Authors: Clark Ashton Smith
—Yo te he ayudado en todo hasta este momento —dijo la imagen, con acentos secos y sonoros que resonaban metálicamente en las siete lámparas plateadas—. Sí, los gusanos eternos del fuego y la oscuridad han acudido como un ejército a tu llamada y las alas de los genios interiores se han elevado hasta ocultar el sol cuando tú les llamaste. Pero, en verdad, no te ayudaré en esta venganza que has planeado, porque el emperador Zotulla no me ha ofendido nunca y me ha servido bien, aunque inconscientemente, y los habitantes de Xylac, debido a sus vicios, no son los menos importantes de sus adoradores en la Tierra. Por tanto, Namirrha, sería mejor que tú vivieses en paz con Zotulla y olvidases esta antigua ofensa infligida al mendigo Narthos cuando era un muchacho. Porque los caminos del destino son extraños y la forma en que actúan sus leyes está algunas veces oculta; y en verdad, si los cascos del palafrén de Zotulla no te hubieran derribado y pisoteado, tu vida habría sido distinta y la fama y renombre de Namirrha hubiesen yacido en el olvido como un sueño no imaginado. Sí, tú serías todavía un mendigo de Ummaos, te contentarías con las limosnas del mendigo y nunca habrías emprendido aquel viaje; te habrías convertido en discípulo del sabio y erudito Ouphaloc, y yo, Thasaidón, hubiese perdido el más poderoso de todos los nigromantes que han aceptado servirme y han hecho un pacto conmigo. Piénsalo bien, Namirrha, y considera estas cosas, porque, aparentemente, nosotros dos estamos en deuda con Zotulla y le debemos gratitud por haberte pisoteado con su caballo.
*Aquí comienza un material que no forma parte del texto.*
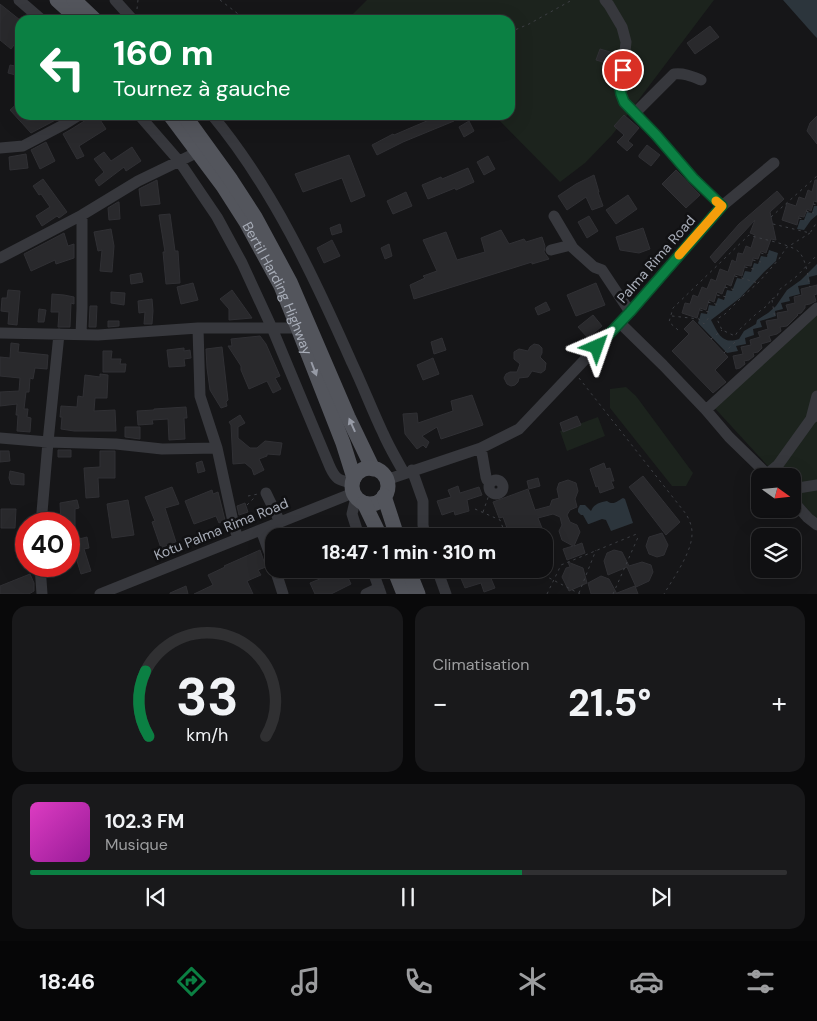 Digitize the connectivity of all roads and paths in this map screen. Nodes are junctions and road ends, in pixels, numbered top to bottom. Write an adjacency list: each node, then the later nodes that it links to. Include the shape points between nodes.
1 (19, 0): 8 (street)
2 (57, 0): 9 (main road)
3 (74, 0): 10 (main road)
4 (115, 0): 11 (street)
5 (220, 0): 12 (path)
6 (572, 0): 13 (path)
7 (605, 0): 15 (street, via 622,28 626,42 619,83 624,102)
8 (36, 15)
9 (74, 15)
10 (90, 15)
11 (128, 15)
12 (240, 15)
13 (515, 30)
14 (700, 80): 15 (street, via 674,74)
15 (635, 114): 32 (street)
16 (71, 120): 21 (street, via 23,146)
17 (143, 120): 23 (street)
18 (174, 120): 22 (main road, Bertil Harding Highway)
19 (188, 120): 110 (main road, Bertil Harding Highway, one-way to 19, via 290,282 232,180)
20 (216, 120): 111 (street, via 256,176 294,242 383,434)
21 (0, 148)
22 (198, 152): 23 (street); 91 (main road, Bertil Harding Highway, via 246,222 281,286)
23 (179, 161): 35 (street); 90 (street, via 217,216)
24 (774, 163): 32 (street, Palma Rima Road)
25 (817, 176): 26 (path)
26 (810, 182): 27 (path); 28 (path)
27 (812, 184)
28 (802, 190): 29 (path); 37 (path)
29 (805, 191)
30 (813, 204): 31 (path)
31 (817, 205)
32 (722, 206): 83 (street, Palma Rima Road)
33 (806, 211): 34 (path)
34 (814, 213)
35 (82, 215): 53 (street); 96 (street)
36 (554, 216): 44 (street)
37 (772, 217)
38 (799, 218): 39 (path)
39 (806, 220)
40 (817, 222): 42 (path)
41 (773, 224): 42 (path)
42 (810, 233): 46 (path)
43 (740, 244): 45 (path); 46 (path, via 749,235); 48 (path)
44 (571, 245): 47 (street); 83 (street, via 594,267 602,270)
45 (744, 246)
46 (788, 246): 58 (path, via 799,252); 66 (path)
47 (551, 250)
48 (732, 251): 49 (path); 54 (path)
49 (736, 253)
50 (761, 253): 51 (path)
51 (768, 255)
52 (817, 255): 58 (path)
53 (0, 258)
54 (724, 259): 55 (path); 60 (path)
55 (728, 260)
56 (753, 260): 57 (path)
57 (761, 262)
58 (806, 266): 69 (path); 76 (path)
59 (745, 267): 61 (path)
60 (713, 269): 62 (path); 64 (path)
61 (754, 269)
62 (717, 271)
63 (735, 276): 66 (path)
64 (703, 279): 65 (path); 67 (path)
65 (707, 280)
66 (758, 283): 93 (path, via 718,319)
67 (696, 286): 70 (path); 72 (path)
68 (725, 287): 71 (path)
69 (810, 287)
70 (698, 288)
71 (735, 290)
72 (687, 294): 74 (path); 78 (path)
73 (716, 295): 75 (path)
74 (690, 296)
75 (727, 297)
76 (772, 299): 87 (path); 93 (path, via 735,336)
77 (708, 302): 80 (path)
78 (678, 303): 79 (path); 85 (path)
79 (682, 304)
80 (719, 305)
81 (817, 308): 102 (street)
82 (700, 310): 84 (path)
83 (630, 312): 88 (street, Palma Rima Road)
84 (709, 312)
85 (671, 316): 86 (path, via 699,319 704,324); 92 (path, via 670,322)
86 (710, 316)
87 (775, 319)
88 (620, 323): 100 (street, Palma Rima Road); 102 (street)
89 (198, 328): 90 (street); 96 (street); 106 (street, via 200,396)
90 (272, 328): 91 (street); 116 (street, via 334,476)
91 (298, 328): 116 (main road, Bertil Harding Highway, one-way to 116, via 343,443)
92 (678, 330)
93 (722, 330): 97 (path)
94 (0, 333): 95 (street)
95 (59, 334): 96 (street); 105 (street)
96 (80, 335)
97 (711, 339)
98 (736, 341): 99 (path)
99 (724, 353)
100 (574, 372): 107 (street, Palma Rima Road, via 518,429); 154 (path, via 690,521 691,544)
101 (817, 396): 103 (street)
102 (706, 410): 108 (street)
103 (814, 417): 109 (street)
104 (0, 438): 105 (street)
105 (48, 442): 106 (street, via 162,449); 122 (street)
106 (217, 448): 132 (street)
107 (481, 448): 111 (street, Palma Rima Road); 114 (street)
108 (761, 468)
109 (774, 468)
110 (374, 469): 112 (main road, Bertil Harding Highway); 116 (main road, via 361,471)
111 (408, 472): 112 (street, Palma Rima Road); 129 (street, via 423,501)
112 (386, 480): 118 (main road)
113 (817, 485): 115 (street)
114 (490, 487): 123 (path)
115 (801, 488)
116 (356, 491): 118 (main road, via 374,504); 124 (street, Kotu Palma Rima Road); 126 (street, via 352,514); 127 (main road, Bertil Harding Highway)
117 (262, 494): 119 (path); 124 (street)
118 (384, 496): 128 (main road)
119 (247, 505)
120 (475, 510): 123 (path)
121 (801, 510): 125 (street)
122 (42, 512)
123 (482, 513): 130 (path, via 500,520)
124 (280, 522): 131 (street, Kotu Palma Rima Road)
125 (817, 525)
126 (356, 528)
127 (376, 528)
128 (394, 528)
129 (424, 528)
130 (503, 528)
131 (262, 530): 132 (street, Kotu Palma Rima Road); 133 (street)
132 (238, 539): 146 (street, Kotu Palma Rima Road)
133 (265, 539)
134 (596, 550): 142 (path, via 560,565); 144 (path); 153 (path, via 639,533)
135 (41, 577): 145 (street)
136 (278, 578): 147 (street)
137 (375, 578): 143 (street)
138 (398, 578): 149 (main road)
139 (412, 578): 150 (main road)
140 (440, 578): 151 (street)
141 (549, 578): 142 (path)
142 (553, 580): 144 (path); 152 (path)
143 (380, 591): 148 (street)
144 (579, 593)
145 (42, 594)
146 (100, 594)
147 (283, 594)
148 (366, 594)
149 (404, 594)
150 (418, 594)
151 (446, 594)
152 (547, 594)
153 (613, 594)
154 (664, 594)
—Sí, estoy en deuda con él —gruñó Namirrha implacable—, y en verdad que mañana pagaré la deuda, en la forma en que había planeado... Existen aquellos que me ayudarán; aquellos que acudirán a mi llamada, aun a pesar tuyo.
—No es bueno enfrentarte conmigo —dijo la imagen, tras un intervalo—, y tampoco es bueno llamar a aquellos que has insinuado. Sin embargo, veo claramente que eso es lo que deseas. Eres orgulloso, testarudo y vengativo. Haz, pues, lo que quieras, pero no me culpes por el resultado.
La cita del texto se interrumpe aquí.